The draft resolution deplored the fact that remnants of old, 19th-century hotels, currently extant within Schermerhorn Row and part of the South Street Seaport Museum, never received interior historic designation, which would have protected them.

Curry interjected that “the hotel space within Schermerhorn Row – we’ve always had earmarked for the museum.” He said that Howard Hughes was waiting for the museum to finish its current feasibility study “so they can tell us what they need on Schermerhorn Row.”

This remark seems to place Howard Hughes in the driver’s seat as the arbiter of the South Street Seaport Museum’s fate – and also of the fate of Schermerhorn Row. For many reasons, its suitability for affordable housing is questionable, and for additional reasons, undesirable.

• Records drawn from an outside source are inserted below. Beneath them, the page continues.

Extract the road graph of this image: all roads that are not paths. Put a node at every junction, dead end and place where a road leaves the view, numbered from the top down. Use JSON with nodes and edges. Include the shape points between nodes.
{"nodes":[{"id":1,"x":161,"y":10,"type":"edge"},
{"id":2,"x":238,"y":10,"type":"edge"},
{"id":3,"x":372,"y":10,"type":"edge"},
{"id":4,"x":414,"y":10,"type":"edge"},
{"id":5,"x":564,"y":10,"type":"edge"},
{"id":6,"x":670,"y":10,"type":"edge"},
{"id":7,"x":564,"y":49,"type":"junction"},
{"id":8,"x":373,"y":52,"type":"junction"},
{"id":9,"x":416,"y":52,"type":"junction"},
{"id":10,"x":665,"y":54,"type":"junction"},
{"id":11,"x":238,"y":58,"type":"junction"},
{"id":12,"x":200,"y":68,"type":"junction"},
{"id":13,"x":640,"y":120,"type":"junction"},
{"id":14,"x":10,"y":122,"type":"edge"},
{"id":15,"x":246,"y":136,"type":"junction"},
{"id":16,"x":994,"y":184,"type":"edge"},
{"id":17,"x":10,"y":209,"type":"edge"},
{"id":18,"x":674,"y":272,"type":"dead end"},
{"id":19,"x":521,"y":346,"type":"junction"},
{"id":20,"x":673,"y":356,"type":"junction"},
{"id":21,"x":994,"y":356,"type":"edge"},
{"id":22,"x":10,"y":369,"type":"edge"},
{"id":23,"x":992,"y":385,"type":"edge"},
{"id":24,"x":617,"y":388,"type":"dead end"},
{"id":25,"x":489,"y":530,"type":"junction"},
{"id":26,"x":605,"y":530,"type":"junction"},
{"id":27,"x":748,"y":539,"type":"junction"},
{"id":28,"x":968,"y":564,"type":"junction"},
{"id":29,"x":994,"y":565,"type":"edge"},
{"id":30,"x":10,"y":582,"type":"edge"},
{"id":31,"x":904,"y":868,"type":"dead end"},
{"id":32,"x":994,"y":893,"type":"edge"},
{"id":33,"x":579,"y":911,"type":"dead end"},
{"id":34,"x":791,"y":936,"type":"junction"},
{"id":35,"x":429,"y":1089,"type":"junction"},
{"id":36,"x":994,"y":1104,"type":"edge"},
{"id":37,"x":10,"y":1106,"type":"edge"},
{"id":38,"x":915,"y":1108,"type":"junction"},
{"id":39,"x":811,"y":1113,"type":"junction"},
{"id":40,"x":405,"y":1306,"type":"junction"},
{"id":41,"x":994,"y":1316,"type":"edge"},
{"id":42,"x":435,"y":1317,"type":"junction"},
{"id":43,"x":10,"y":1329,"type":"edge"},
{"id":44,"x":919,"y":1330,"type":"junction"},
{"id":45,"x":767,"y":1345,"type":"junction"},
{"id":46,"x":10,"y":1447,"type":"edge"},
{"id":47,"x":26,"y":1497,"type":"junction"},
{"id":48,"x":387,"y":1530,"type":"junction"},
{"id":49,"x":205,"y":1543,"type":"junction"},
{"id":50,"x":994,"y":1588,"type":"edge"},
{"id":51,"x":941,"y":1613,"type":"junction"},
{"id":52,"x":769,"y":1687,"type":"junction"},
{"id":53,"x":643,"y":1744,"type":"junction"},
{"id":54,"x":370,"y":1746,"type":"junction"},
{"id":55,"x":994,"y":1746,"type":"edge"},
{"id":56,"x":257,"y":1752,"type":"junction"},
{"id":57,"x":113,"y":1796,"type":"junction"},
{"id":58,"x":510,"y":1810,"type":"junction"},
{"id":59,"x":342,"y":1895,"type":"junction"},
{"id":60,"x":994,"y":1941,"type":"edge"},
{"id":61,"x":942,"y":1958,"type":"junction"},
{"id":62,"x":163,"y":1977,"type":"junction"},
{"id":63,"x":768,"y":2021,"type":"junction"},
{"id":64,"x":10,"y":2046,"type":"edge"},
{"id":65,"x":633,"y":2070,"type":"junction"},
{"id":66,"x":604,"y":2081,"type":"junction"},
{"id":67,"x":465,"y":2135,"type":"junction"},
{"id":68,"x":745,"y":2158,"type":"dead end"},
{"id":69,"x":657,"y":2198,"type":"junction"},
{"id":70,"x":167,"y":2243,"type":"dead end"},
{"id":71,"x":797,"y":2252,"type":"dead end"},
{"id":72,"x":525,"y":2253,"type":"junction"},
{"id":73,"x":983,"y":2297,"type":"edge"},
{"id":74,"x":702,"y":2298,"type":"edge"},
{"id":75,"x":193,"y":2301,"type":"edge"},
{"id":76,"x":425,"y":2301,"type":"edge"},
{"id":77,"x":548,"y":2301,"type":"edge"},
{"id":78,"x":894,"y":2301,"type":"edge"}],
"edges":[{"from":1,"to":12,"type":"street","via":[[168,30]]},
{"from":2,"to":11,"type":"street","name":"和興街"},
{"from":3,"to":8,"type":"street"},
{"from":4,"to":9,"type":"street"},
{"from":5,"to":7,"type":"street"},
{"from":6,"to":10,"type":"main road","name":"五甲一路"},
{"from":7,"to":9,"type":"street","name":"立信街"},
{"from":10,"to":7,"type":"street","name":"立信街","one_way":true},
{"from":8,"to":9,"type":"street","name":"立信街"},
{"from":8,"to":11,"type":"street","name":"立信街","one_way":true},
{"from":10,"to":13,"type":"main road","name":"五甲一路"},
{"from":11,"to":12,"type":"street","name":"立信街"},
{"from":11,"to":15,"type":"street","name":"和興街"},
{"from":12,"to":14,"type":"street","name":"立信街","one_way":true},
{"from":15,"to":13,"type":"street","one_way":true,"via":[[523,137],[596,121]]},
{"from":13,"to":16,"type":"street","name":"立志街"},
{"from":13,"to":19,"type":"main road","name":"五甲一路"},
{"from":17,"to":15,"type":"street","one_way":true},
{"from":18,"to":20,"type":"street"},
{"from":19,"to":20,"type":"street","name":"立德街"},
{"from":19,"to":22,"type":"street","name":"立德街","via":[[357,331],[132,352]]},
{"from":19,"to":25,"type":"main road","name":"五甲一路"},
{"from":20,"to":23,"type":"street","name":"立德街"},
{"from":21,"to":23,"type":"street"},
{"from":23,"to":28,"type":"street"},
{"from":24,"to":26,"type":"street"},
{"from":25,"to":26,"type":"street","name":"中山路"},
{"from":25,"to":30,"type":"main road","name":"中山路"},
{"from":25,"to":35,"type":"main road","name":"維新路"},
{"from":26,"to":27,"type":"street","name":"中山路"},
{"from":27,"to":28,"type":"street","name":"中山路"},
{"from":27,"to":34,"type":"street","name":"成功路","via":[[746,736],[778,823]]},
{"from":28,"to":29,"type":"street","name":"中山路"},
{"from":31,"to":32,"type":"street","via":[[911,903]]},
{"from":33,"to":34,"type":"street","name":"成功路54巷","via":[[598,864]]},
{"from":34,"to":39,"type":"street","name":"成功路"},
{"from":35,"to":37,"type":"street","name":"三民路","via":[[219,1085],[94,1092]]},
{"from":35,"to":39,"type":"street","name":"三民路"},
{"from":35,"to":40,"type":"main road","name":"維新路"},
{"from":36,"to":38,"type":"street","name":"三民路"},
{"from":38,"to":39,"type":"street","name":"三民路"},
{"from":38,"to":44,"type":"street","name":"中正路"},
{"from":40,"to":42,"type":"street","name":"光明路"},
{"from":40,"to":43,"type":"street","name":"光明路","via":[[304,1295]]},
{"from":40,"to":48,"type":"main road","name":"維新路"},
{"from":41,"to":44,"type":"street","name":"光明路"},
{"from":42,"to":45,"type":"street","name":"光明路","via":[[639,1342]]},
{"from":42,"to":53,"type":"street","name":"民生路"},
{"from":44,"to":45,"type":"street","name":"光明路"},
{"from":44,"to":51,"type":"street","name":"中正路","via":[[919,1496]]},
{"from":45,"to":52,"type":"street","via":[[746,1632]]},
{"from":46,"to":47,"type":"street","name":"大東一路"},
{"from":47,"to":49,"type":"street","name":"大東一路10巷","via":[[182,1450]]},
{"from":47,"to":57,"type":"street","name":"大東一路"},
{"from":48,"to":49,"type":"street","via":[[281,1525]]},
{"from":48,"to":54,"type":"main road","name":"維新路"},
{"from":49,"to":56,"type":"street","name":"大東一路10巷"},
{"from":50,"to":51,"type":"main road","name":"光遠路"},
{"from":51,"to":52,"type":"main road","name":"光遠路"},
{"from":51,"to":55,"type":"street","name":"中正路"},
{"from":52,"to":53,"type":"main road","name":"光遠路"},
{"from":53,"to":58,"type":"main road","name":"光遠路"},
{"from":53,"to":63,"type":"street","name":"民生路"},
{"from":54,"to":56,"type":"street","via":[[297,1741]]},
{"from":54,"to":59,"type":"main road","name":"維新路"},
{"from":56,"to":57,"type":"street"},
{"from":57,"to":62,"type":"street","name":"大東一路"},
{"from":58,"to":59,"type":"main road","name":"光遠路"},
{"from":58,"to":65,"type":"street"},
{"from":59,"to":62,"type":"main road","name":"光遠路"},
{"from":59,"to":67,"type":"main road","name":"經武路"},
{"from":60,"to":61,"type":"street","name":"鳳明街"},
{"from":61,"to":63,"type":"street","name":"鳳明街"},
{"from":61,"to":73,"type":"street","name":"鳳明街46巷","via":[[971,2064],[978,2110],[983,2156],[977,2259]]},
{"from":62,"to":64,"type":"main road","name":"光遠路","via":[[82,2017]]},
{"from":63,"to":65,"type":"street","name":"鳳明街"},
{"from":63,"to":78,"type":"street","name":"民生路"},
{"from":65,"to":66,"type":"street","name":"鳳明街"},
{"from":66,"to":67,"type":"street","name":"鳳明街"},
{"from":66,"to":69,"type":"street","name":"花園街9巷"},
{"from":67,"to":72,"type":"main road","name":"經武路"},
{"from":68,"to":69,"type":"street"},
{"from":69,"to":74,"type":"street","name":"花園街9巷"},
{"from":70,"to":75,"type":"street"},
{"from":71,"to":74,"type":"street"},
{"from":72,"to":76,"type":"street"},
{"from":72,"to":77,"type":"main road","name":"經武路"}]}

It is, itself, a historic artifact, rescued from decay and demolition with millions of dollars in public funds. It contains historic artifacts in addition to the old hotels – walls covered with 19th-century graffiti, centuries-old industrial machinery, fire-charred ceiling beams and handmade bricks, the remnants of old fire doors, the tracery of staircases, long disappeared and other testaments to its colorful history as New York City’s first World Trade Center.

If Howard Hughes gets its way and transforms Schermerhorn Row into affordable housing, all of this history would be lost to the public.

While throwing The Howard Hughes Corporation some bones, on its last page, the draft resolution finally got down to some verbiage that cannot have made HHC execs too happy. That tower cropped up again.

Be it further resolved, said the resolution, “Community Board 1 is committed to work with the applicant to ensure the survival of the sense of place of the Historic District and the surrounding area, including the iconic views of one of the most important individual landmarks in the world, the Brooklyn Bridge.”  (Translation: No tower blocking those views.)

Next: “Community Board 1 again appeals to the Landmarks Preservation Commission to provide leadership and support the community in this process by immediately calendaring the extension of the New York City South Street Seaport Historic District to reflect the same boundary as the Federal Historic District to help ensure the sense of place remains within the Historic District and to preserve the vitally important link between the Historic District and the iconic Brooklyn Bridge Individual New York City and Federal Landmark.” (As Bruce Ehrmann remarked, Howard Hughes probably doesn’t have to worry too much about this, but you never know.)

Finally, said the draft resolution, “Community Board 1 does not support the segmentation of the proposed plan and appeals to Landmarks Preservation Commission, the City Planning Commission, the Economic Development Corporation, all elected officials and the Mayor to require the postponement of any further consideration of the application until the entire plan is resolved in accordance with the Seaport Working Group guidelines (attached).”

And that was the zinger – the really important clause that will undoubtedly be discussed further on Jan. 26 at Community Board 1’s full board meeting, and if passed by the full board, would place The Howard Hughes Corporation on formal notice that without a master plan that conforms to Seaport Working Group guidelines, there is no deal that Community Board 1 can support.